Un esempio, invece, da un Paese non problematico lo abbiamo in Svezia: nel 1993, al grido di “l’istruzione è troppo importante perché sia gestita come monopolio” vennero introdotte le scuole libere, ossia delle scuole che, finanziate dai comuni al pari delle scuole pubbliche, erano gestite da privati. Risultato?

La qualità dell’istruzione pubblica è aumentata. In fin dei conti la scuola pubblica, per conservare i propri alunni, ha dovuto competere con le scuole libere. E, come per ogni servizio, la concorrenza fa bene, riduce i prezzi (ma, essendo sussidiata, non è il caso) ma soprattutto aumenta la qualità.

In Italia, soprattutto per le zone più problematiche del Paese, abbiamo bisogno di un sistema che permetta la libertà di scelta. “Il valore della scuola pubblica” non esiste, il futuro di tanti ragazzi oggi oppressi da un sistema scolastico mal funzionante sì. E senza una sostanziale riforma non sarà un futuro roseo.

Sicurezza: monopolio di Stato o partnership?

Il Presidente Mattarella, nel promulgare la (scarna) riforma della legittima difesa approvata qualche settimana fa in Parlamento, ha inviato un messaggio alle Camere che, in sintesi semplice, difende il primato statale nella sicurezza.

Ma oggi è davvero il modello più efficiente?

A mio parere no. Infatti il modello di Stato unico esercente della sicurezza probabilmente aveva senso anni fa, quando il crimine era cosa più rara, meno violenta e non esisteva un pericolo terrorismo come quello odierno.

Oggi, tuttavia, con una sempre maggiore decentralizzazione, il rischio è che lo Stato non possa garantire nemmeno volendolo, coi fondi che ha, una sicurezza dignitosa. Infatti sono all’ordine del giorno notizie di crimini vari come aggressioni, rapine e furti in casa.

Lo Stato potrà mai difenderci totalmente da ciò? No, perché la totale sicurezza richiederebbe di annichilire totalmente la libertà, come ben disse Benjamin Franklin con la celebre frase “un popolo che sacrifica la libertà per briciole di temporanea sicurezza non merita né la libertà né la sicurezza

Totale sicurezza richiederebbe, infatti, una totale presenza dello Stato, in sostanza uno Stato totalitario. Non a caso, oggi, uno degli Stati più sicuri al mondo è la Corea del Nord.
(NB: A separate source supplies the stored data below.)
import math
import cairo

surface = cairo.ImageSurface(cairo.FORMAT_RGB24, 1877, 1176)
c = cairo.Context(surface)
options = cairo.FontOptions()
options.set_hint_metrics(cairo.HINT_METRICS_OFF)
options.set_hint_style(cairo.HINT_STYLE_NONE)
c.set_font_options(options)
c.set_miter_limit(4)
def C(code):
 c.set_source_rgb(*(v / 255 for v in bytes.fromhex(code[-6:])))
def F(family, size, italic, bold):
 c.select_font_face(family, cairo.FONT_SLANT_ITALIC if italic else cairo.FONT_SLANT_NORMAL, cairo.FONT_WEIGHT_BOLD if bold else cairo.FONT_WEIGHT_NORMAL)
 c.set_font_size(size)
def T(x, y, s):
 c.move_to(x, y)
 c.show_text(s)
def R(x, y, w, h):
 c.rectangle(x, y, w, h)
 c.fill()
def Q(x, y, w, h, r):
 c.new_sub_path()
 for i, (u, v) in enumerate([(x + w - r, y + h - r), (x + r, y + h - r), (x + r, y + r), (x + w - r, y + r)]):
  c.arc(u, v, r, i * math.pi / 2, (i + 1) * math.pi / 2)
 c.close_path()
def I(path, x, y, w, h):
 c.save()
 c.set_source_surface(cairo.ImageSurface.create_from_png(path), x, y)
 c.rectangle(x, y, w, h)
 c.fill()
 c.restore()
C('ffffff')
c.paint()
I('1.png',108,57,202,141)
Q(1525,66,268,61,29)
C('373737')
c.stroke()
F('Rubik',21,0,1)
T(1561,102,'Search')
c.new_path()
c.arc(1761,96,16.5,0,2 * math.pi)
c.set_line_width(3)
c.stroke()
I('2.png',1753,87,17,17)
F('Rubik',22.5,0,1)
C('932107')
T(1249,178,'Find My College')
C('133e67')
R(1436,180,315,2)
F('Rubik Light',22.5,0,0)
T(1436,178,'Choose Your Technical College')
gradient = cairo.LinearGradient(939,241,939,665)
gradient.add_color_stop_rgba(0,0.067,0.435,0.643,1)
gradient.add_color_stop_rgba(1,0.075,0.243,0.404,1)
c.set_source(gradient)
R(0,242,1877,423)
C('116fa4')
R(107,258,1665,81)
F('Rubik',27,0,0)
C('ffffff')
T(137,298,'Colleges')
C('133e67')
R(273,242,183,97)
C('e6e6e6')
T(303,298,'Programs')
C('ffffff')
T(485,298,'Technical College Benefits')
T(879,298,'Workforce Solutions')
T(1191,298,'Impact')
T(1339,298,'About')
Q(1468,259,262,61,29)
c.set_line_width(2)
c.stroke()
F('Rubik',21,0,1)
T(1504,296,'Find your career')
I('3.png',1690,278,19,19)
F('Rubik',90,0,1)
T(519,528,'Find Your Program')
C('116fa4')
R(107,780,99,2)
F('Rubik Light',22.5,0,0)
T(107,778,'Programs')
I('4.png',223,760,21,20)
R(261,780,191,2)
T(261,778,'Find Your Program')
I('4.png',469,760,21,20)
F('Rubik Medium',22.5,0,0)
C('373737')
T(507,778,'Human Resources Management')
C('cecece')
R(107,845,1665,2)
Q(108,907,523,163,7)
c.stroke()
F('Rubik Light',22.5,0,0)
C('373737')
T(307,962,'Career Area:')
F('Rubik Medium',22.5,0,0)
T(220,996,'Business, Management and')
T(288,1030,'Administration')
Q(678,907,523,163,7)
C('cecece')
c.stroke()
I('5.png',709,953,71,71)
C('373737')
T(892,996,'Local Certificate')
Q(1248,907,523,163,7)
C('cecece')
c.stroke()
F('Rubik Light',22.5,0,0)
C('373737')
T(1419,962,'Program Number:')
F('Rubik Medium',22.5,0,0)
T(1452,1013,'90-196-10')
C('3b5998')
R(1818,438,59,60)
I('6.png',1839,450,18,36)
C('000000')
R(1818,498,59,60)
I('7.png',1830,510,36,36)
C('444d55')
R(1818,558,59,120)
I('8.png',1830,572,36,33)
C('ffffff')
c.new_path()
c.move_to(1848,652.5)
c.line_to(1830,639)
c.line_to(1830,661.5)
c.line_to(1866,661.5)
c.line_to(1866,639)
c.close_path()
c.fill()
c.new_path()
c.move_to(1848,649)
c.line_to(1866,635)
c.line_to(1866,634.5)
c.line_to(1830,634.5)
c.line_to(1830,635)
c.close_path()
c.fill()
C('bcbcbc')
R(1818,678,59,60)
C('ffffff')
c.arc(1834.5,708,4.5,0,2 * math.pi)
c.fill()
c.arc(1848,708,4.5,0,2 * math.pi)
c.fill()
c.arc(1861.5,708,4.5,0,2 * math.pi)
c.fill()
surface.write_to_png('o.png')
Si può parlare di ragionevole sicurezza che lo Stato può garantire. Ma ha un costo. L’Italia, ad esempio, ha un alto numero di agenti di polizia per abitanti, con un costo elevato, circa 600.000€ l’anno per agente, eppure non offre un servizio di eccellenza.

In effetti, garantire un servizio di polizia in via esclusiva ha una complessità non da poco: devi avere abbastanza agenti in strada, incluse quelle più piccole, per rendere poco appetibile il delinquere;  ma anche abbastanza agenti per indagare sui reati commessi, intervenire in urgenza in caso di necessità e per gestire i detenuti.

Alcuni di questi compiti sono, ovviamente, fattibili solo per una forza dell’ordine organizzata. Ma se vedessimo nei cittadini non dei sudditi che devono essere difesi solo ed esclusivamente dalle forze dell’ordine ma come dei soggetti in grado di difendersi e collaborare con le forze dell’ordine?

In tal modo da monopolio si passerebbe a partnership: La Polizia collabora coi cittadini, ad esempio con corsi di  autodifesa, ed interviene in casi di emergenza e per indagare sui reati.

Ma, come già spiegavo in un altro articolo, non si può fare questo discorso senza parlare di riforma della legge sulle armi.

Alcuni reati, infatti, non si fermano con le belle parole ma con le armi, letali o meno. Un aggressore si ferma con lo spray al peperoncino, un invasore con i proiettili di gomma e un terrorista con un proiettile ben piazzato.

Certo, si possono attendere le forze dell’ordine, ma nel frattempo magari l’aggressione è diventata stupro, l’invasione omicidio e l’irruzione terrorista strage.

Semplicemente: la Polizia deve arrivare e, nel mentre, il cittadino è inerme difronte a banditi illegalmente armati. E un terrorista non ha problemi ad uccidere decine se non centinaia di persone inermi mentre la polizia armata arriva.

L’errore, qui, è confondere la sicurezza collettiva (servizi segreti, ordine pubblico e simile), che è giusto che sia affare di un’entità collettiva come la Polizia, con quella individuale, che non può sempre rispondere ai tempi di un’entità collettiva. È quindi necessario dare gli strumenti all’individuo per difendersi da solo, un concetto ben diverso, sia chiaro, dal farsi giustizia da solo.